This afternoon Attorney General Eric Holder will be addressing the annual convention of the American Bar Association. Copies of his speech have been released in advance to the news media. According to reports, the speech announces policy changes related to sentencing and the on-going problem of overincarceration in the United States. The factoid that boggles the mind is that the United States has about 5 percent of the world’s population, but we have about 25 percent of the world’s prisoners! During the 1990s and early 2000s we were building a prison about every week—and as soon as they were built, they filled up. Actually, many of our prisons are operating beyond their design capacity. The problem has been festering for years. Holder’s proposed changes are baby steps that fall way short of what needs doing. The drug war is responsible for the tidal wave of arrests and prosecutions, and prisoners in the United States. Ending the war is the key to this. At the very least, President Obama should be leading the debate on ending the war on marijuana, but he isn’t.

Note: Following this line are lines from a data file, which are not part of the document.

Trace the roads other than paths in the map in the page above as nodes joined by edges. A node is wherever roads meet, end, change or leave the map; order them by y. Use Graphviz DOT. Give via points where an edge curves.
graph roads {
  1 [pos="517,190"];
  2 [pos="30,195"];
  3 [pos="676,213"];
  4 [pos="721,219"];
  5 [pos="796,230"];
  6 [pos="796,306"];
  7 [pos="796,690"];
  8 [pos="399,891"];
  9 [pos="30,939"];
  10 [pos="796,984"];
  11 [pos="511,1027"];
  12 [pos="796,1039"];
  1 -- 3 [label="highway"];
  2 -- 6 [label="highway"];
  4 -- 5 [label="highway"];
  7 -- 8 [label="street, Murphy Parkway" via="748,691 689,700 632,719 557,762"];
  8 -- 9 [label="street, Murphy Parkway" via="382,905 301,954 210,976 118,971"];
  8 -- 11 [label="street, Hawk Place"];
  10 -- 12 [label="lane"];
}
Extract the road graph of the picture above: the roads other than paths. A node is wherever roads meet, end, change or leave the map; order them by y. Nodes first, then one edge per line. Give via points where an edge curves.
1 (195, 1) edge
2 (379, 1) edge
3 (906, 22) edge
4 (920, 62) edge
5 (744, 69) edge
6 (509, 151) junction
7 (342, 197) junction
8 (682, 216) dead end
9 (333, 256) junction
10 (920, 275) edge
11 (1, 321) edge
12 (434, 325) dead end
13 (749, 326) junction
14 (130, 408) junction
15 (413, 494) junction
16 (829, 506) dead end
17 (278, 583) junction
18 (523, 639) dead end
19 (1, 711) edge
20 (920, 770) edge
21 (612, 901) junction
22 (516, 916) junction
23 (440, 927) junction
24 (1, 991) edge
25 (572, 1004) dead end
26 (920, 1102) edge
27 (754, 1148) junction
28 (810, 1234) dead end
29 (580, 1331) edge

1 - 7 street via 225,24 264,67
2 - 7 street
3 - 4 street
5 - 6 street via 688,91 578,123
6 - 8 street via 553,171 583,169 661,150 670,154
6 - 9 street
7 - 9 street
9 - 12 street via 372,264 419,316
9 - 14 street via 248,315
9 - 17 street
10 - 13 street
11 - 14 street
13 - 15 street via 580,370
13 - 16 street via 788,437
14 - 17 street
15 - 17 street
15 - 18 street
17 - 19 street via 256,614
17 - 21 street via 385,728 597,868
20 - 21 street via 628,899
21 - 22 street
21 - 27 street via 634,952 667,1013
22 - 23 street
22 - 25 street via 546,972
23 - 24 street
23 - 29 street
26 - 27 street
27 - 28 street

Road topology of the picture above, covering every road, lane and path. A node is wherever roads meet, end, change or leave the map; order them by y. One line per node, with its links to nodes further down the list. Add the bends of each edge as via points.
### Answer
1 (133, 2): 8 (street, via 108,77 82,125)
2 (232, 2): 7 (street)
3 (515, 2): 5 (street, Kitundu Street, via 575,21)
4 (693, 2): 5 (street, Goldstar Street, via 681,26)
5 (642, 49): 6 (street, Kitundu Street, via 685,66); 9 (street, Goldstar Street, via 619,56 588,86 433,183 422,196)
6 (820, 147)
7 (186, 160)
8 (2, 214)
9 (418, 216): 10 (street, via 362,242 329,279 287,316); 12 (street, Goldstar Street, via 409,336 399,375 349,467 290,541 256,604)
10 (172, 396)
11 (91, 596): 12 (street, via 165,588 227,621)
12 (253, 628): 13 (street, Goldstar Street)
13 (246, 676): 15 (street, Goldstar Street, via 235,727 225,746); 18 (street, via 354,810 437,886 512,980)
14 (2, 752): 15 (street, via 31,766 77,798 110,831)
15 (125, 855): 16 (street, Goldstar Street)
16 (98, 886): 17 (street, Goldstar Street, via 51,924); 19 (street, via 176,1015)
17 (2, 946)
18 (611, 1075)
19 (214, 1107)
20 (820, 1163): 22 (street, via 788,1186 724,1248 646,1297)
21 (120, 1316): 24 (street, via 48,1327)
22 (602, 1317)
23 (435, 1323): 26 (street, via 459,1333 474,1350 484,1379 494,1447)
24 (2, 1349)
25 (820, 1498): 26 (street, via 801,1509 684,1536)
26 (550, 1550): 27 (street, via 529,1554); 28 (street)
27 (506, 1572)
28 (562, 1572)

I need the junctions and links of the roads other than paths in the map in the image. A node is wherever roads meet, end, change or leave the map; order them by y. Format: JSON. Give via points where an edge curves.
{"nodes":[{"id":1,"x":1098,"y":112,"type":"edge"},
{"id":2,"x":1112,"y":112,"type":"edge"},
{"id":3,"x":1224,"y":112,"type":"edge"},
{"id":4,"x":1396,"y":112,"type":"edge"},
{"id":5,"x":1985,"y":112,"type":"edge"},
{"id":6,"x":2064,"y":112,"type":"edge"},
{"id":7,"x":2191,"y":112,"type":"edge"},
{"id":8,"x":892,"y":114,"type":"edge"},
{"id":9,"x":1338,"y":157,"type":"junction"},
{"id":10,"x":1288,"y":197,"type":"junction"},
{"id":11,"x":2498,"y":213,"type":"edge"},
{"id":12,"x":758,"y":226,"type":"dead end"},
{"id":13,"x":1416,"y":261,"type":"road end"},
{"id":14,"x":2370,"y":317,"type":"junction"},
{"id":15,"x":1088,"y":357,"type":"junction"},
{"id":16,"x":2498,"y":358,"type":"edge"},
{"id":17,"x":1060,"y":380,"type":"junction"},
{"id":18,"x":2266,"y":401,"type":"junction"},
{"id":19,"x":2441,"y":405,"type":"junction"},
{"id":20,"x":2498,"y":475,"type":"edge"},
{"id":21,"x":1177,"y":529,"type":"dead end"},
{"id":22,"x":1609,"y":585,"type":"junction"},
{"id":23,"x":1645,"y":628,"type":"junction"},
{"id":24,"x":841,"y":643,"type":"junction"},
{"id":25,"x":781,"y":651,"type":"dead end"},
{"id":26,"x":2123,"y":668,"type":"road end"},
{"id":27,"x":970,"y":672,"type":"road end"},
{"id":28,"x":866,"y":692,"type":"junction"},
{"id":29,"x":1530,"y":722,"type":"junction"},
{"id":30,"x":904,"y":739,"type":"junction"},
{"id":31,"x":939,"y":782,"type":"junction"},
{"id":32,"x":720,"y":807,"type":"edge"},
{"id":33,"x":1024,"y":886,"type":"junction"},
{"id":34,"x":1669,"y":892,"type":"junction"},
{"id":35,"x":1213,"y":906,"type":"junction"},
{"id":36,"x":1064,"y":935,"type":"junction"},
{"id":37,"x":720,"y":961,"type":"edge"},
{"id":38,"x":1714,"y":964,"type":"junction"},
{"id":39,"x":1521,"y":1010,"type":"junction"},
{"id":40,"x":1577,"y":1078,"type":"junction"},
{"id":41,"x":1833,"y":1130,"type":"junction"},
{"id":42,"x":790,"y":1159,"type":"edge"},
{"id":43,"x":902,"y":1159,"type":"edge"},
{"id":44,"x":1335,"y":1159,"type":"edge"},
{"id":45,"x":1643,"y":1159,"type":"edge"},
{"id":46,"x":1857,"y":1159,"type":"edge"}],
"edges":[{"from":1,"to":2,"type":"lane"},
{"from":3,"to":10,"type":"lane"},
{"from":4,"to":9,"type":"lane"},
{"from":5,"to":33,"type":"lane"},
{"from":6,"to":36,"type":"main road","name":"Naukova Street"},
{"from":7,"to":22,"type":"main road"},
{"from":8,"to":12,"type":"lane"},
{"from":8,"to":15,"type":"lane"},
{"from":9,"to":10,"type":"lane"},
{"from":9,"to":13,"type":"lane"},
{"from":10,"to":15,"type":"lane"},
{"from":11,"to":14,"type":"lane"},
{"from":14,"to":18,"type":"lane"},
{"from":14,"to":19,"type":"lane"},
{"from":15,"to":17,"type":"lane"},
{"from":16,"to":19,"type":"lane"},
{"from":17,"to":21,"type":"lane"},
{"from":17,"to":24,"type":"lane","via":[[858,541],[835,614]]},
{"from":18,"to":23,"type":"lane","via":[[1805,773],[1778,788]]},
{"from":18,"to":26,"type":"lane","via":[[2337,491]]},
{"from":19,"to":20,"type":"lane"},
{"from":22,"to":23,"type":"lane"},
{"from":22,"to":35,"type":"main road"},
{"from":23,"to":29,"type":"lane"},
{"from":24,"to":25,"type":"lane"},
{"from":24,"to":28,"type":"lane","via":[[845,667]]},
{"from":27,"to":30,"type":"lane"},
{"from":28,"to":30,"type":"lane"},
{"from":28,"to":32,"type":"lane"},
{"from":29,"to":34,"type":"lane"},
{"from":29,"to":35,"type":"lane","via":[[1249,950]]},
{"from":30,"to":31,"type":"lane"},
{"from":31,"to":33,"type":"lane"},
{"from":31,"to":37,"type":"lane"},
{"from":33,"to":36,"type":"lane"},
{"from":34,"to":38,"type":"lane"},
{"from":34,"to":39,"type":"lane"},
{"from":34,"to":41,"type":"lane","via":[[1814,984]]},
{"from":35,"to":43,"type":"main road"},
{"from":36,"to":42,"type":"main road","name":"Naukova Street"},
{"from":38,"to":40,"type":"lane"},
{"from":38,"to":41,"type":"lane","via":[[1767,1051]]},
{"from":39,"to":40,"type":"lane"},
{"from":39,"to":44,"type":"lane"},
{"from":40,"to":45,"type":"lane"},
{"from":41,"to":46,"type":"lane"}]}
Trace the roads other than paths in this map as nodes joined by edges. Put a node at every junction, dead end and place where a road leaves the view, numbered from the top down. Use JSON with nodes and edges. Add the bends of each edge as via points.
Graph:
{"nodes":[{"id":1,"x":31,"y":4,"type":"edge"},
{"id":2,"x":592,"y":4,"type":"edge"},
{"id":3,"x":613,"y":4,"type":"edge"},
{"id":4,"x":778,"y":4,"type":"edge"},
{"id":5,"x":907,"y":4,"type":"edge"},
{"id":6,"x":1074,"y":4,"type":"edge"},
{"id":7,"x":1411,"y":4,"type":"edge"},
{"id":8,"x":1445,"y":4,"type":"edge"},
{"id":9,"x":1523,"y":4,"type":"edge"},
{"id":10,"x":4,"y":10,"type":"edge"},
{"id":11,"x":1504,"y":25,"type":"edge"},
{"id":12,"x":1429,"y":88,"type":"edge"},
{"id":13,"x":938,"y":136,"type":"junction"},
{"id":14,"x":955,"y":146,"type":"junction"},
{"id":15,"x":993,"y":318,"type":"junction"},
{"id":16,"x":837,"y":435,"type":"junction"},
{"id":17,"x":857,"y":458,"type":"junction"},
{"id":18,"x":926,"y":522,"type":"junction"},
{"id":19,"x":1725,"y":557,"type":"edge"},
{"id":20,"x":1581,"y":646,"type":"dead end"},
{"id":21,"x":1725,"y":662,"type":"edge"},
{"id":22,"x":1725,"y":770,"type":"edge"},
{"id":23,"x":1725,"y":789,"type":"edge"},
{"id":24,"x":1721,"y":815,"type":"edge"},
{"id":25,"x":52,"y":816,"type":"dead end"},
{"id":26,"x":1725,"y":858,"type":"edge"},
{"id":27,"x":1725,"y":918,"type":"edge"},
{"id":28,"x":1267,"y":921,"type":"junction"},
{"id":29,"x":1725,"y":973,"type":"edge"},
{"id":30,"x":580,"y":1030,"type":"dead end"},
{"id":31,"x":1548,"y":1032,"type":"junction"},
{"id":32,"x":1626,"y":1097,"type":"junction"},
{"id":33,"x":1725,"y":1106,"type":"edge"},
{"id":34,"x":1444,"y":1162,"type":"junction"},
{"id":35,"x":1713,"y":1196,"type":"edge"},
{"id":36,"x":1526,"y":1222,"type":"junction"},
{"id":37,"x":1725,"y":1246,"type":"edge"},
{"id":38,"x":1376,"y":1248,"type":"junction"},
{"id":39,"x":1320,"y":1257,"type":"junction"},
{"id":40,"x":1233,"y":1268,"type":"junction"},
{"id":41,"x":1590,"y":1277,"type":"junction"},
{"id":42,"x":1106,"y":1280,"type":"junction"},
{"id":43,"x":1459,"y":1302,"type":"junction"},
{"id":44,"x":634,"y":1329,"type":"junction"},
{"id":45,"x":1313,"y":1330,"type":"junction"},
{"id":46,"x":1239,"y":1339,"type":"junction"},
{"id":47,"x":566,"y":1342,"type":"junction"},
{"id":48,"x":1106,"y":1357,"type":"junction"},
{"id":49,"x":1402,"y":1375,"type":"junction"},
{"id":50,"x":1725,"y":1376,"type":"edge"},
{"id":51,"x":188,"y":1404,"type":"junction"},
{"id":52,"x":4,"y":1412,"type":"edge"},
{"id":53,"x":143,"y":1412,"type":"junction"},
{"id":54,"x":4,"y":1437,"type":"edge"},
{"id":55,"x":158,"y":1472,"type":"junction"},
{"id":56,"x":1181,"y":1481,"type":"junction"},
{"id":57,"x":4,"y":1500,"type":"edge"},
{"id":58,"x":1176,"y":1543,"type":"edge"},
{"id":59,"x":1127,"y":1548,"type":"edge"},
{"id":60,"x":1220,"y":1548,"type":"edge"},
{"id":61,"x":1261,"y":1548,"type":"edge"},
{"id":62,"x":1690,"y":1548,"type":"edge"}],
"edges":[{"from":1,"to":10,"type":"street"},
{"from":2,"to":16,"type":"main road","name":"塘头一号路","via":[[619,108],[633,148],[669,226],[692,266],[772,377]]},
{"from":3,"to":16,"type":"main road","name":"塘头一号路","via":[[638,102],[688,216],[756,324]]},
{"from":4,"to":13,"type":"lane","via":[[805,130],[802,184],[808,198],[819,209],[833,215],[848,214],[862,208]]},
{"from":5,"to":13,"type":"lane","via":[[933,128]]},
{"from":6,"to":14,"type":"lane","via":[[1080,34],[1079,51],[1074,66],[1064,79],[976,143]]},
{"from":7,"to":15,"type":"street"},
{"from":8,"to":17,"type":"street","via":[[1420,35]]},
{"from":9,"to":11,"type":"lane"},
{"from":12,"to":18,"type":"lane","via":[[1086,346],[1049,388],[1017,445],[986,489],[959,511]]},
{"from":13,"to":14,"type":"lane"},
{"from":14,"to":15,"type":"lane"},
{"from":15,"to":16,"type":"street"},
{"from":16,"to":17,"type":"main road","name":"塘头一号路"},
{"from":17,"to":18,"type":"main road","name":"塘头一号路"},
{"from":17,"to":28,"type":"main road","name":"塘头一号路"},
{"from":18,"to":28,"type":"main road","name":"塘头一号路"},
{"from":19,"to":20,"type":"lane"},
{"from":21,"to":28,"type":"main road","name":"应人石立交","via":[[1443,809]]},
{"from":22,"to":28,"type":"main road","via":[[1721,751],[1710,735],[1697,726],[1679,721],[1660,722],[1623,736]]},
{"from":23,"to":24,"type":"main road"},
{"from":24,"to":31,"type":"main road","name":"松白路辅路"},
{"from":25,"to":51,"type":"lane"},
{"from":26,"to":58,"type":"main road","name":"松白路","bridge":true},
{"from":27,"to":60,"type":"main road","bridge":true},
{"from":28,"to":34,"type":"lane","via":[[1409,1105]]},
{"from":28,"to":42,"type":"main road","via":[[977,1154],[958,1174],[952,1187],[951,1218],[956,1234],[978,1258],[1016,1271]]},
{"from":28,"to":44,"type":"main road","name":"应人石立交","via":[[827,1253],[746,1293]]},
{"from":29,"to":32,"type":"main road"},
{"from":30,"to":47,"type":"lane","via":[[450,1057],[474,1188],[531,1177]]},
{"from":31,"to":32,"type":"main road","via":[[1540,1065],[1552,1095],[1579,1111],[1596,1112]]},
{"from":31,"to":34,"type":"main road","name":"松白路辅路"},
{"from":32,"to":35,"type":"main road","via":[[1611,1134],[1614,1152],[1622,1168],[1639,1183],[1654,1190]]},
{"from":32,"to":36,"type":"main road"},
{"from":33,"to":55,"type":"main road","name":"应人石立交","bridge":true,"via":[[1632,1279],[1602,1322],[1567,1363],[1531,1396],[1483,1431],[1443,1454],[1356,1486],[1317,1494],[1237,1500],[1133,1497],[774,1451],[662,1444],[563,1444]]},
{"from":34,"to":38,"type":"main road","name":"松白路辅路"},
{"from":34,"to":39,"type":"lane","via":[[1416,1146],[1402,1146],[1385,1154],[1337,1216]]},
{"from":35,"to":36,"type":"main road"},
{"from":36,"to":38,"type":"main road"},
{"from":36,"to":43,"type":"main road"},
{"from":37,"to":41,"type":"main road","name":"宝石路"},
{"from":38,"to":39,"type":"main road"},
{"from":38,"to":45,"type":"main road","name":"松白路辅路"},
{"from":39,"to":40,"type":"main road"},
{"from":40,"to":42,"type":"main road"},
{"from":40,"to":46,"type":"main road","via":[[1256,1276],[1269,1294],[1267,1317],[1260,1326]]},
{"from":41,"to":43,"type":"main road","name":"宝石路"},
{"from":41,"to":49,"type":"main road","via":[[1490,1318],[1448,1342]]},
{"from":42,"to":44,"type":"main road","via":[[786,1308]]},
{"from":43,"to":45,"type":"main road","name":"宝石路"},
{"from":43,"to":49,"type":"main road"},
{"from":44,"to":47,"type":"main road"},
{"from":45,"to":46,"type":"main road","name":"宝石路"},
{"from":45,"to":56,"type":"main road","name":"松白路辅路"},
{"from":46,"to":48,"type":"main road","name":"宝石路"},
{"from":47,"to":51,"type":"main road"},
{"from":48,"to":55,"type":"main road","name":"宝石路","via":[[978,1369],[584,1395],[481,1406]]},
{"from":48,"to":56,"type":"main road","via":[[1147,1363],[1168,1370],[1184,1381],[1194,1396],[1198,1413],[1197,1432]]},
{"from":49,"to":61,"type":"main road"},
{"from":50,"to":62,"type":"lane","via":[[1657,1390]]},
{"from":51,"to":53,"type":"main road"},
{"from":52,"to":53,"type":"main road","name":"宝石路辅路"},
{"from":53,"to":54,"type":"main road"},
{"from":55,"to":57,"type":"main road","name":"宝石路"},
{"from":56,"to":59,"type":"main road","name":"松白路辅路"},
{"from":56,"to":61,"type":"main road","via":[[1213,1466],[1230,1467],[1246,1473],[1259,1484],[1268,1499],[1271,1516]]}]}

Attorney General Holder is basically ordering federal prosecutors to bypass mandatory sentence rules in certain situations. It is a small step. Most of the criminal cases in the United States are handled at the state level, so the impact of this federal move can be huge to the persons actually impacted, but small in terms of the impact on the overall system. 


I recently discussed a proposal by Senator Rand Paul (R‑KY) and Senator Patrick Leahy (D‑VT) to scale back mandatory minimum sentences here.